About this exercise —
Repeat the whole listing exactly.

Records for the exercise —
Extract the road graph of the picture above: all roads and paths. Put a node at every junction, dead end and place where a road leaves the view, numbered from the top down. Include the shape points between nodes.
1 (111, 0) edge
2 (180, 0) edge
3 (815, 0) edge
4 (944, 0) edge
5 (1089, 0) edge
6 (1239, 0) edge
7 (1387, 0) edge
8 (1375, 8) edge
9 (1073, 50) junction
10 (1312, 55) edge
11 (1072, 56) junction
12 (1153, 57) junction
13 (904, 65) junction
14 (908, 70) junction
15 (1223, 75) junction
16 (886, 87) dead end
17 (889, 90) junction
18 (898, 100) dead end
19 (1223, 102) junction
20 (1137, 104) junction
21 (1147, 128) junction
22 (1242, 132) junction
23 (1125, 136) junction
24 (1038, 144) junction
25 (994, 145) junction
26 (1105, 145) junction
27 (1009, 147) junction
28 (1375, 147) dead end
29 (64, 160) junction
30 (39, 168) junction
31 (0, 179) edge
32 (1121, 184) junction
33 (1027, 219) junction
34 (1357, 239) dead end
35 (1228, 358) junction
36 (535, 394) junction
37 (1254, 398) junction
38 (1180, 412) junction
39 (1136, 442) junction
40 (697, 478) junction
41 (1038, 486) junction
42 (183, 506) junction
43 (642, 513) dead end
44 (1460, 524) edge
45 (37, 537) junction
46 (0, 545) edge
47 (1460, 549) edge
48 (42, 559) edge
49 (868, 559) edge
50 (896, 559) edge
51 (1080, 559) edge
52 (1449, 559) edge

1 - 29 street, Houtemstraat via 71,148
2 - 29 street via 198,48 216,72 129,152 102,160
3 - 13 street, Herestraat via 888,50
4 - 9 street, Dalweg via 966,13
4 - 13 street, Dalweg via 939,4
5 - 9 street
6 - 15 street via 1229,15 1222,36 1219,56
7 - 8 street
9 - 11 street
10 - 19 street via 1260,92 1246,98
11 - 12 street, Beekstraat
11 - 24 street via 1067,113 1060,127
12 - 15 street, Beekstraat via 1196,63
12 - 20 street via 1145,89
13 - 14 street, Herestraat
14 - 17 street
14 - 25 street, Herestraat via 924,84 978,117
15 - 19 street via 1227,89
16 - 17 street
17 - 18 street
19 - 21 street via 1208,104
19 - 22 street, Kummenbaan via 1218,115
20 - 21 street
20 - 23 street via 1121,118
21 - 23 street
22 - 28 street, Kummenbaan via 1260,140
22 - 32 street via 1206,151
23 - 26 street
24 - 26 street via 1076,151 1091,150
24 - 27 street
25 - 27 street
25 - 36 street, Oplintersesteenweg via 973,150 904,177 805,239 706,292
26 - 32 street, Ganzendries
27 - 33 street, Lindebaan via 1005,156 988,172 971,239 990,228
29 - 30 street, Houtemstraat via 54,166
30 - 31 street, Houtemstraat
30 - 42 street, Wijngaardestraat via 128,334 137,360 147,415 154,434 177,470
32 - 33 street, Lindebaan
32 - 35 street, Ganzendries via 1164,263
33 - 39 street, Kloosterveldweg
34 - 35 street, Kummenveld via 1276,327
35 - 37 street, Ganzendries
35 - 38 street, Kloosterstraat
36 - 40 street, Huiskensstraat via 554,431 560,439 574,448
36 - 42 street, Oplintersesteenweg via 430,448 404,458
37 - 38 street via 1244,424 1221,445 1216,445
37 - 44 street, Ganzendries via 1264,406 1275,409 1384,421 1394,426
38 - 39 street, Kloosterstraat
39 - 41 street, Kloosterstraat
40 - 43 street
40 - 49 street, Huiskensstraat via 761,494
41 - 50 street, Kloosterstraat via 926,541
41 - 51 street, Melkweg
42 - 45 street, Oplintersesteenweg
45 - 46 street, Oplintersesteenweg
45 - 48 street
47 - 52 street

Task answer —
Extract the road graph of the picture above: all roads and paths. Put a node at every junction, dead end and place where a road leaves the view, numbered from the top down. Include the shape points between nodes.
1 (111, 0) edge
2 (180, 0) edge
3 (815, 0) edge
4 (944, 0) edge
5 (1089, 0) edge
6 (1239, 0) edge
7 (1387, 0) edge
8 (1375, 8) edge
9 (1073, 50) junction
10 (1312, 55) edge
11 (1072, 56) junction
12 (1153, 57) junction
13 (904, 65) junction
14 (908, 70) junction
15 (1223, 75) junction
16 (886, 87) dead end
17 (889, 90) junction
18 (898, 100) dead end
19 (1223, 102) junction
20 (1137, 104) junction
21 (1147, 128) junction
22 (1242, 132) junction
23 (1125, 136) junction
24 (1038, 144) junction
25 (994, 145) junction
26 (1105, 145) junction
27 (1009, 147) junction
28 (1375, 147) dead end
29 (64, 160) junction
30 (39, 168) junction
31 (0, 179) edge
32 (1121, 184) junction
33 (1027, 219) junction
34 (1357, 239) dead end
35 (1228, 358) junction
36 (535, 394) junction
37 (1254, 398) junction
38 (1180, 412) junction
39 (1136, 442) junction
40 (697, 478) junction
41 (1038, 486) junction
42 (183, 506) junction
43 (642, 513) dead end
44 (1460, 524) edge
45 (37, 537) junction
46 (0, 545) edge
47 (1460, 549) edge
48 (42, 559) edge
49 (868, 559) edge
50 (896, 559) edge
51 (1080, 559) edge
52 (1449, 559) edge

1 - 29 street, Houtemstraat via 71,148
2 - 29 street via 198,48 216,72 129,152 102,160
3 - 13 street, Herestraat via 888,50
4 - 9 street, Dalweg via 966,13
4 - 13 street, Dalweg via 939,4
5 - 9 street
6 - 15 street via 1229,15 1222,36 1219,56
7 - 8 street
9 - 11 street
10 - 19 street via 1260,92 1246,98
11 - 12 street, Beekstraat
11 - 24 street via 1067,113 1060,127
12 - 15 street, Beekstraat via 1196,63
12 - 20 street via 1145,89
13 - 14 street, Herestraat
14 - 17 street
14 - 25 street, Herestraat via 924,84 978,117
15 - 19 street via 1227,89
16 - 17 street
17 - 18 street
19 - 21 street via 1208,104
19 - 22 street, Kummenbaan via 1218,115
20 - 21 street
20 - 23 street via 1121,118
21 - 23 street
22 - 28 street, Kummenbaan via 1260,140
22 - 32 street via 1206,151
23 - 26 street
24 - 26 street via 1076,151 1091,150
24 - 27 street
25 - 27 street
25 - 36 street, Oplintersesteenweg via 973,150 904,177 805,239 706,292
26 - 32 street, Ganzendries
27 - 33 street, Lindebaan via 1005,156 988,172 971,239 990,228
29 - 30 street, Houtemstraat via 54,166
30 - 31 street, Houtemstraat
30 - 42 street, Wijngaardestraat via 128,334 137,360 147,415 154,434 177,470
32 - 33 street, Lindebaan
32 - 35 street, Ganzendries via 1164,263
33 - 39 street, Kloosterveldweg
34 - 35 street, Kummenveld via 1276,327
35 - 37 street, Ganzendries
35 - 38 street, Kloosterstraat
36 - 40 street, Huiskensstraat via 554,431 560,439 574,448
36 - 42 street, Oplintersesteenweg via 430,448 404,458
37 - 38 street via 1244,424 1221,445 1216,445
37 - 44 street, Ganzendries via 1264,406 1275,409 1384,421 1394,426
38 - 39 street, Kloosterstraat
39 - 41 street, Kloosterstraat
40 - 43 street
40 - 49 street, Huiskensstraat via 761,494
41 - 50 street, Kloosterstraat via 926,541
41 - 51 street, Melkweg
42 - 45 street, Oplintersesteenweg
45 - 46 street, Oplintersesteenweg
45 - 48 street
47 - 52 street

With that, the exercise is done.